## [PROMPT]
Go through the data below and copy each line where the word "улица" occurs.

Records drawn from a dataset
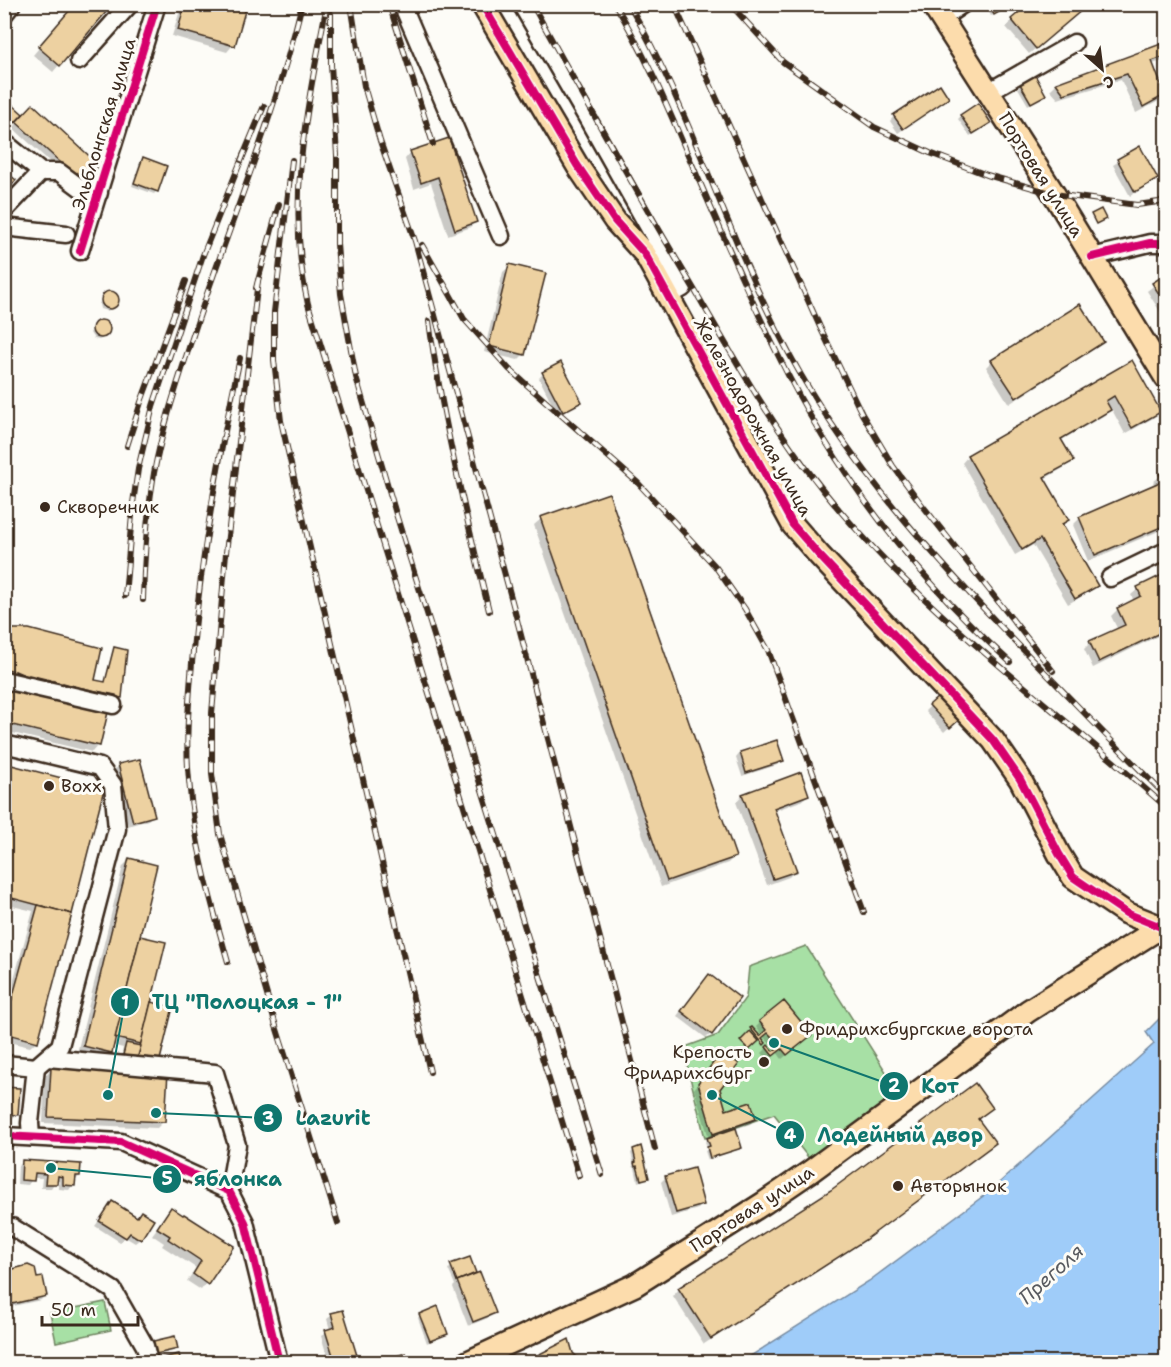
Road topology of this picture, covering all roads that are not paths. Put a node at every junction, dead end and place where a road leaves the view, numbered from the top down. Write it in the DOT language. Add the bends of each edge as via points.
graph roads {
  1 [pos="12,4"];
  2 [pos="130,4"];
  3 [pos="157,4"];
  4 [pos="402,4"];
  5 [pos="482,4"];
  6 [pos="521,4"];
  7 [pos="963,4"];
  8 [pos="936,12"];
  9 [pos="5,13"];
  10 [pos="1074,43"];
  11 [pos="79,61"];
  12 [pos="988,92"];
  13 [pos="4,142"];
  14 [pos="41,172"];
  15 [pos="99,193"];
  16 [pos="4,211"];
  17 [pos="4,227"];
  18 [pos="66,234"];
  19 [pos="501,236"];
  20 [pos="1167,243"];
  21 [pos="80,251"];
  22 [pos="1092,257"];
  23 [pos="669,296"];
  24 [pos="1167,378"];
  25 [pos="1167,551"];
  26 [pos="1110,578"];
  27 [pos="4,680"];
  28 [pos="113,705"];
  29 [pos="4,744"];
  30 [pos="1165,927"];
  31 [pos="42,1062"];
  32 [pos="4,1064"];
  33 [pos="4,1137"];
  34 [pos="31,1137"];
  35 [pos="229,1191"];
  36 [pos="12,1227"];
  37 [pos="149,1362"];
  38 [pos="279,1362"];
  39 [pos="468,1362"];
  1 -- 9 [label="street"];
  2 -- 11 [label="street"];
  3 -- 15 [label="street, Эльблонгская улица"];
  4 -- 19 [label="street"];
  5 -- 23 [label="main road, Железнодорожная улица" via="577,165 615,221 645,254"];
  6 -- 23 [label="street" via="683,288"];
  7 -- 8 [label="street"];
  8 -- 12 [label="main road, Портовая улица"];
  10 -- 12 [label="street"];
  12 -- 22 [label="main road, Портовая улица"];
  13 -- 14 [label="street"];
  14 -- 15 [label="street" via="59,172 86,192"];
  14 -- 16 [label="street"];
  15 -- 21 [label="street, Эльблонгская улица"];
  17 -- 18 [label="street, Эльблонгская улица"];
  20 -- 22 [label="street" via="1150,243"];
  22 -- 24 [label="main road, Портовая улица"];
  23 -- 30 [label="main road, Железнодорожная улица" via="794,525 993,740 1020,779 1073,877 1126,913"];
  25 -- 26 [label="street"];
  27 -- 28 [label="street"];
  29 -- 31 [label="street" via="100,767 113,785 117,829 60,1046"];
  30 -- 39 [label="main road, Портовая улица" via="1028,1011 811,1171 635,1285"];
  31 -- 32 [label="street"];
  31 -- 34 [label="street" via="30,1123"];
  31 -- 35 [label="street" via="215,1073 237,1145"];
  33 -- 34 [label="street"];
  34 -- 35 [label="street" via="121,1142"];
  35 -- 38 [label="street" via="245,1222"];
  36 -- 37 [label="street" via="113,1290 145,1346"];
}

## [SOLUTION BELOW]
  3 -- 15 [label="street, Эльблонгская улица"];
  5 -- 23 [label="main road, Железнодорожная улица" via="577,165 615,221 645,254"];
  8 -- 12 [label="main road, Портовая улица"];
  12 -- 22 [label="main road, Портовая улица"];
  15 -- 21 [label="street, Эльблонгская улица"];
  17 -- 18 [label="street, Эльблонгская улица"];
  22 -- 24 [label="main road, Портовая улица"];
  23 -- 30 [label="main road, Железнодорожная улица" via="794,525 993,740 1020,779 1073,877 1126,913"];
  30 -- 39 [label="main road, Портовая улица" via="1028,1011 811,1171 635,1285"];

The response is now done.